Separate chapters in this manual cover the duties of the secretary and treasurer. The only stated duty for the chair is to preside over meetings. The chair also has the power to vote as a member of the board and should always do so.
Sometimes the bylaws, rules or policies of an AD will assign other duties to the chair. These duties might entail authorizing expenditures beyond the authority given to the EMS chief or suspending, pending the next board meeting, an employee or volunteer from his or her job. The bylaws or rules of an AD might also have additional officers such as a Vice Chair.
To ensure an AD has de jure officers, the AD board should follow constitutional restrictions on who may serve as officers and ensure that officers (Mo. Const. Art. VII) are sworn in and bonded, as well as follow any other legal requirements of law or district policy.
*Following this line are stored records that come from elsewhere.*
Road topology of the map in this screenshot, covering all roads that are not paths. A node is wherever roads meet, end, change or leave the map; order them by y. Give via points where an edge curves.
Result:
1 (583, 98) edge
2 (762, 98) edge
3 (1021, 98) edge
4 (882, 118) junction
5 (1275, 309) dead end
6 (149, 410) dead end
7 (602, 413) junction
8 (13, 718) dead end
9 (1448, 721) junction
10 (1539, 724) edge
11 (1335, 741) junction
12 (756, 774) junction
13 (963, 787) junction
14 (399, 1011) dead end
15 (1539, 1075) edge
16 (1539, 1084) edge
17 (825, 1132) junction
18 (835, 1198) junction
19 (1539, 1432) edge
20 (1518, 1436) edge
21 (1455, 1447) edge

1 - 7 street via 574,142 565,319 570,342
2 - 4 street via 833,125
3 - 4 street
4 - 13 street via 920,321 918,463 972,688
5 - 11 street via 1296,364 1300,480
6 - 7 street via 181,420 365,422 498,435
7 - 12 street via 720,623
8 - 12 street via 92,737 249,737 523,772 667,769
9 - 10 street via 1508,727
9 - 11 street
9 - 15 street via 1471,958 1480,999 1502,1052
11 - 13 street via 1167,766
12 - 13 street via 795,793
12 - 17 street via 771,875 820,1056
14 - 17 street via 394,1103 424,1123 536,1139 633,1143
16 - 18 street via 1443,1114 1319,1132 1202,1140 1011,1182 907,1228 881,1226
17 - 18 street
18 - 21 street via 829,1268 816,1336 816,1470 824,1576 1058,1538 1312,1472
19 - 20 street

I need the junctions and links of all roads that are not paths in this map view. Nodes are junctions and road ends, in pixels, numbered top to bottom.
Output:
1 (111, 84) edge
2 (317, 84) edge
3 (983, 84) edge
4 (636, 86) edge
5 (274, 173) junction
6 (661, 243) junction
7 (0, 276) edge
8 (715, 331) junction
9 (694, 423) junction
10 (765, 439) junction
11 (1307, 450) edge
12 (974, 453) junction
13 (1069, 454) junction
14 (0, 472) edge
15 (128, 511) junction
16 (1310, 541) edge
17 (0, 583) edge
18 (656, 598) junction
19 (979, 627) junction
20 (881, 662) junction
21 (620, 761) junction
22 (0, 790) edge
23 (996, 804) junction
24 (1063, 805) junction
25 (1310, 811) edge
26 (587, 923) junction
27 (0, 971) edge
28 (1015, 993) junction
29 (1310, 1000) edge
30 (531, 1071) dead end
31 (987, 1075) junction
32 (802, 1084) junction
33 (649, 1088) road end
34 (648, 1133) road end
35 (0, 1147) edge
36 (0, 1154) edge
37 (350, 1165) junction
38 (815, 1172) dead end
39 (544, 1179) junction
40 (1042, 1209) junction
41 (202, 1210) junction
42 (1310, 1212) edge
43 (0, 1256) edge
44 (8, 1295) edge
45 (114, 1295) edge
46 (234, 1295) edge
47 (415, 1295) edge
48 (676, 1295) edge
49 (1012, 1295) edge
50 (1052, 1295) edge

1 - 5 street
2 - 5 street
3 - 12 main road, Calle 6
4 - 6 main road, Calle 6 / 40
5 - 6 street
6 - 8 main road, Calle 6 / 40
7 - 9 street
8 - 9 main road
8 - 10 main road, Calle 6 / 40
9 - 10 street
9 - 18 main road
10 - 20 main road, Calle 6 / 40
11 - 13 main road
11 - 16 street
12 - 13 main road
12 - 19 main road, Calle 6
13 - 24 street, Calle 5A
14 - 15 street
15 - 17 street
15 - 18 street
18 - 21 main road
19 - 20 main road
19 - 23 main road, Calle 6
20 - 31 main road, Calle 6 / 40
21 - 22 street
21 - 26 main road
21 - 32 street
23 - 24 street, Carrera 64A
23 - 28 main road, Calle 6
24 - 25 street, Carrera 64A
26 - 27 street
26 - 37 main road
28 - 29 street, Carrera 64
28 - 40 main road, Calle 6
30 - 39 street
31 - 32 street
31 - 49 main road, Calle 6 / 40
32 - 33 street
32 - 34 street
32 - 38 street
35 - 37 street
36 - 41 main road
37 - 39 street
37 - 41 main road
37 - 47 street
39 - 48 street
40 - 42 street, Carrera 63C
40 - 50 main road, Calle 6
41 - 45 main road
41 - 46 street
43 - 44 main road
Contributory benefit plan board of trustees
An AD may provide health, accident, disability and pension benefits for its salaried members, and their spouses and minor children, through either, or both, a contributory or non-contributory plan. The AD board determines the type and amount of benefits subject to revenues available. If an employee contributory plan is adopted, then at least one voting member of the contributory benefit plan board of trustees must be a member of the AD elected by the contributing members. The contributory benefit plan board of trustees cannot be the same as the AD board of directors (190.060.1(8)).
The AD board can submit a question of funding a pension program to the voters. A majority of the voters of the AD have to approve a levy not to exceed 10 cents per $100 assessed valuation to fund the pension program (190.074). The AD board determines the type and amount of benefits subject to revenues available for the pension plan (190.060.1(8)).
An AD with a pension plan also may need to establish a pension board of trustees. The law (105.666) requires pension board members to attend six hours of education classes within six months of becoming a trustee and establishes the curriculum for those classes. Several professional organizations offer contributory benefit plan board and pension board educational programs; however, membership may be required to access these courses.